Task prompt:
Copy every line of the listing that holds the string "highway".

==*==

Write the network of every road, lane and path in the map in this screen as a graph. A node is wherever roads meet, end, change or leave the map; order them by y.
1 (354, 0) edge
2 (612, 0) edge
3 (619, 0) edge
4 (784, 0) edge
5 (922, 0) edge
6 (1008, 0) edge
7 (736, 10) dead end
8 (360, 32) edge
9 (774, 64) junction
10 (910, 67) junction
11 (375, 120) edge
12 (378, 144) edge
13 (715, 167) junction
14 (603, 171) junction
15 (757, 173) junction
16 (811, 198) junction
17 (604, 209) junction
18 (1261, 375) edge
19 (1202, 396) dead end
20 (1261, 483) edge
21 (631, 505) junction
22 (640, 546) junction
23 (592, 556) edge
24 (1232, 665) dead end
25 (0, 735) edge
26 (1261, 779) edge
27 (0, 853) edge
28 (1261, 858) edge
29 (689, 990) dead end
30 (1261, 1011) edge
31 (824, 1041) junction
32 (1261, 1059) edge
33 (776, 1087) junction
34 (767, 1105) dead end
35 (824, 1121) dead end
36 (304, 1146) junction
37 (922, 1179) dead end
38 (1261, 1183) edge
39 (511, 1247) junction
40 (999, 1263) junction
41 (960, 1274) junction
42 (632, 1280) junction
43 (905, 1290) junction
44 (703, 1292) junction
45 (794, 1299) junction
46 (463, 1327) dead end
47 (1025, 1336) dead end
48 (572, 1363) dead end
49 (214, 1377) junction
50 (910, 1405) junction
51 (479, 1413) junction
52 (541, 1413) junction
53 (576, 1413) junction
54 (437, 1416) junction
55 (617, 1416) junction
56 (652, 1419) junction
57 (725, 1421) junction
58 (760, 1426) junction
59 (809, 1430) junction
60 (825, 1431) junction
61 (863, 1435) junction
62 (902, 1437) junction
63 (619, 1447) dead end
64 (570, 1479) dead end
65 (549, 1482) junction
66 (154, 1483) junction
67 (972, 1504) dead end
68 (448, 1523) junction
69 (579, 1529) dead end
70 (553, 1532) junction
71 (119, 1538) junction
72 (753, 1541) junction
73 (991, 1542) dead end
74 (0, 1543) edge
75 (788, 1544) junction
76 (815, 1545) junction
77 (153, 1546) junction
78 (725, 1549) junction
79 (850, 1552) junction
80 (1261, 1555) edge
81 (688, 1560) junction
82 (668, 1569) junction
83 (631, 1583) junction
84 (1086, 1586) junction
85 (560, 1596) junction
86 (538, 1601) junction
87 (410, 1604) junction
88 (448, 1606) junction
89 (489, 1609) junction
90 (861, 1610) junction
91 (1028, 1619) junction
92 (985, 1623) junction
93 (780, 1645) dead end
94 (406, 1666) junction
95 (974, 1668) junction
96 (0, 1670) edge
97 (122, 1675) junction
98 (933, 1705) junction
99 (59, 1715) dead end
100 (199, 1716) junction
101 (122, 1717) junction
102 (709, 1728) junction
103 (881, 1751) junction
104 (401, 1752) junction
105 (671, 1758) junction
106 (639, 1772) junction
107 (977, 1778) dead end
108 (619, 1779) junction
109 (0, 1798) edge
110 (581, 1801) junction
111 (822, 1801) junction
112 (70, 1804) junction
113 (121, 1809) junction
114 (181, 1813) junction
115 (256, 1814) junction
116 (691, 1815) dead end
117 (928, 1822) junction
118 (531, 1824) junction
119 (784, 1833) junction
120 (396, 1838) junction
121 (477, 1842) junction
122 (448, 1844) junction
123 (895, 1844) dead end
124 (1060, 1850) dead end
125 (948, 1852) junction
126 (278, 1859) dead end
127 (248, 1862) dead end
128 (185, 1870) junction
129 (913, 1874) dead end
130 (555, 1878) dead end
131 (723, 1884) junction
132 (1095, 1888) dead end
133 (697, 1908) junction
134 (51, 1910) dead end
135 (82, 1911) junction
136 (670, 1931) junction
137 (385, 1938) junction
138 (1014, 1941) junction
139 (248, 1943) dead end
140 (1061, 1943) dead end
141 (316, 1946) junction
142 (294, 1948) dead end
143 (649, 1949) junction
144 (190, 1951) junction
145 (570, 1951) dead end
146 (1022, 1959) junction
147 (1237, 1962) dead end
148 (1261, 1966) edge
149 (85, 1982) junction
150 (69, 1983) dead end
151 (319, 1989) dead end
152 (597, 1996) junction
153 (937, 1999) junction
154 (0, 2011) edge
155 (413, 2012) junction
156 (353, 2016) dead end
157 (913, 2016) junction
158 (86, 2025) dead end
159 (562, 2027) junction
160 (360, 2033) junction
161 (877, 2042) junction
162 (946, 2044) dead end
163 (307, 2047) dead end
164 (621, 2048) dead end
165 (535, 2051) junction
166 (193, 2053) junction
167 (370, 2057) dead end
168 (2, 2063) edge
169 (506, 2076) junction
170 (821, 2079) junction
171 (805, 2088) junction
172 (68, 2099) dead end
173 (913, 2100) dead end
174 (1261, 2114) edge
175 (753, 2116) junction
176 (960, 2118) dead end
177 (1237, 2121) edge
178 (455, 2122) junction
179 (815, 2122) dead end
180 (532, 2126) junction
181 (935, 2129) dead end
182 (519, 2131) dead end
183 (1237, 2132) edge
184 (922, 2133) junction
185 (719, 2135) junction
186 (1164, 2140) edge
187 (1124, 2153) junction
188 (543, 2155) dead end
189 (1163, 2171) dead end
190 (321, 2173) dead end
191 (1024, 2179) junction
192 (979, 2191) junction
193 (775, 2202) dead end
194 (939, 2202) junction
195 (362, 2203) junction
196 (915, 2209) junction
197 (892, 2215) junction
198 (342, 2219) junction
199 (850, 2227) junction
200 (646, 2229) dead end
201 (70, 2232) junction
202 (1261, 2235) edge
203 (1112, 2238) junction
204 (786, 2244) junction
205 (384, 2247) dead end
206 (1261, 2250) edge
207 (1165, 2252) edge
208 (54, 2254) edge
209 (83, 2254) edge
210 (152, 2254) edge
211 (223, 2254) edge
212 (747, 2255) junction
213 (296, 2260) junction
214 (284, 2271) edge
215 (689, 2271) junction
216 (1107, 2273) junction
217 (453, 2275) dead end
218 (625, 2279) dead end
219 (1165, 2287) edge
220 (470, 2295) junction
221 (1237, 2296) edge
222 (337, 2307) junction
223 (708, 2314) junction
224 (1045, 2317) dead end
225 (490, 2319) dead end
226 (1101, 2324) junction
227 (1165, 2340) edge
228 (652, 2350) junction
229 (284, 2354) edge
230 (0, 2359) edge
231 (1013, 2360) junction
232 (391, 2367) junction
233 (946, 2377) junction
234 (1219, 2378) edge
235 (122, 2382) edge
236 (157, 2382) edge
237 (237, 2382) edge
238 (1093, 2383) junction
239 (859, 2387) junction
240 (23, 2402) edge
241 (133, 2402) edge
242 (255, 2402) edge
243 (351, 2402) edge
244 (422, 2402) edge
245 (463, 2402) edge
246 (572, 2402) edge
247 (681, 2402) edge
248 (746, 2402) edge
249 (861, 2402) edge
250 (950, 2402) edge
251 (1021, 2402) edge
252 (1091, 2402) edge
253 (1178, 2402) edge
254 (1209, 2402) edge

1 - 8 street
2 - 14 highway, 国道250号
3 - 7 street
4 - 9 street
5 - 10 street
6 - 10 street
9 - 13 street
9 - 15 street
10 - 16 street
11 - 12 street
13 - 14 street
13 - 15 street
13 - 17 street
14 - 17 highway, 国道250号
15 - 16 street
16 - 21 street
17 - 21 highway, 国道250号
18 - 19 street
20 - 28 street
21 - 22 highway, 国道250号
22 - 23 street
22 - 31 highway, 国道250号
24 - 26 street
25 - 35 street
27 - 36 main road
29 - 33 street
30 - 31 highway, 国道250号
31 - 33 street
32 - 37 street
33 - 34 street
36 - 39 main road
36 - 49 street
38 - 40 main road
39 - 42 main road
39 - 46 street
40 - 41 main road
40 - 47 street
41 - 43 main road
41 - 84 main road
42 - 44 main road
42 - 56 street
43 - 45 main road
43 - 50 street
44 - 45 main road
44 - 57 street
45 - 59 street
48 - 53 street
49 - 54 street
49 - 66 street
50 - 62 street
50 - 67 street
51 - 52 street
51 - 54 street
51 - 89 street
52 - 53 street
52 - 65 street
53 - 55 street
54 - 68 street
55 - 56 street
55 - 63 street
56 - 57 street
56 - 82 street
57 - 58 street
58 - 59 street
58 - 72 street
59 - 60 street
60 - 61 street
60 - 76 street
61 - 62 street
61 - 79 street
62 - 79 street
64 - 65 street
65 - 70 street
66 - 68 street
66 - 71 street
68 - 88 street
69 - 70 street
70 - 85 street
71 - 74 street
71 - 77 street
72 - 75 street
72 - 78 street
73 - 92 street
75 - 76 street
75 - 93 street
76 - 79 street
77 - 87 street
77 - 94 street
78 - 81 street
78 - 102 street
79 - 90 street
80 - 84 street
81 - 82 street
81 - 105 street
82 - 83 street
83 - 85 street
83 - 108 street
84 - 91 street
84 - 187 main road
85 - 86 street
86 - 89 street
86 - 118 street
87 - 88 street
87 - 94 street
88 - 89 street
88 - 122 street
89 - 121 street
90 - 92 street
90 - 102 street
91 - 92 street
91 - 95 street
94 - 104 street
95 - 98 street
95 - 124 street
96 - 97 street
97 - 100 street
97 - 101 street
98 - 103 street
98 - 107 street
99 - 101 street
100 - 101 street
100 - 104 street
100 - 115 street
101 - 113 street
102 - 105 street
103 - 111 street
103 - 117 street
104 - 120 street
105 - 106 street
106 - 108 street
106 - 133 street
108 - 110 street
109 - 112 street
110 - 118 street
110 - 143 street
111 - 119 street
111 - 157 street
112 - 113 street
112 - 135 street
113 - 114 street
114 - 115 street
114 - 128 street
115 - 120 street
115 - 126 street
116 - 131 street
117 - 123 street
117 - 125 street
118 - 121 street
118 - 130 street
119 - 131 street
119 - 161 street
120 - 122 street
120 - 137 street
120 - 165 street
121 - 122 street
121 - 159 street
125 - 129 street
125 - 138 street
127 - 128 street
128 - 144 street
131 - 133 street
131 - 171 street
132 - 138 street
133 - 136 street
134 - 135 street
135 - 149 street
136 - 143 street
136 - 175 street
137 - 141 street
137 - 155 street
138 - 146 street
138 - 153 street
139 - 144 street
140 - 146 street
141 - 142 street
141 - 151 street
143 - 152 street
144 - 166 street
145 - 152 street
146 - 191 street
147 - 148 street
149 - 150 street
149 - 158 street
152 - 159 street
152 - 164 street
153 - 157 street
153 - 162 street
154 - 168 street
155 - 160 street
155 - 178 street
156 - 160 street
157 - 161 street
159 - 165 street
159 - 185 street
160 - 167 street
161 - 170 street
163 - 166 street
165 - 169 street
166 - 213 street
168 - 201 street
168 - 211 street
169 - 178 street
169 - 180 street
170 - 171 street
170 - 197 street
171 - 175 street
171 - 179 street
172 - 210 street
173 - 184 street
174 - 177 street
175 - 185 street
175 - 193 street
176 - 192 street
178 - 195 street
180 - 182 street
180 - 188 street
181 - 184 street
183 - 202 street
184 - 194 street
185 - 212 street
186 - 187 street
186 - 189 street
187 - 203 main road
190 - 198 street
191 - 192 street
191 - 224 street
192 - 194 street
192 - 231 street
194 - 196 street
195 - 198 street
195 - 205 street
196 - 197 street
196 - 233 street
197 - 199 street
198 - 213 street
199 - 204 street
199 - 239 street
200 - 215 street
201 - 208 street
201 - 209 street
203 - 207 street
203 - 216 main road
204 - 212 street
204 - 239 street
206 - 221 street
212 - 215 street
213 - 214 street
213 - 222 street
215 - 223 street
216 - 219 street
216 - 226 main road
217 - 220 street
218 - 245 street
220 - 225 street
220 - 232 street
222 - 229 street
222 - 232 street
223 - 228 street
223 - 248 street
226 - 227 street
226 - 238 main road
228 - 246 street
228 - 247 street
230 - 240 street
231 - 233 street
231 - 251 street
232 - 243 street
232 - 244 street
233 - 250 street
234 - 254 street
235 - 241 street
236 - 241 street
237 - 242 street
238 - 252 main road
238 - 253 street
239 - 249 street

==*==

Solution for this task:
2 - 14 highway, 国道250号
14 - 17 highway, 国道250号
17 - 21 highway, 国道250号
21 - 22 highway, 国道250号
22 - 31 highway, 国道250号
30 - 31 highway, 国道250号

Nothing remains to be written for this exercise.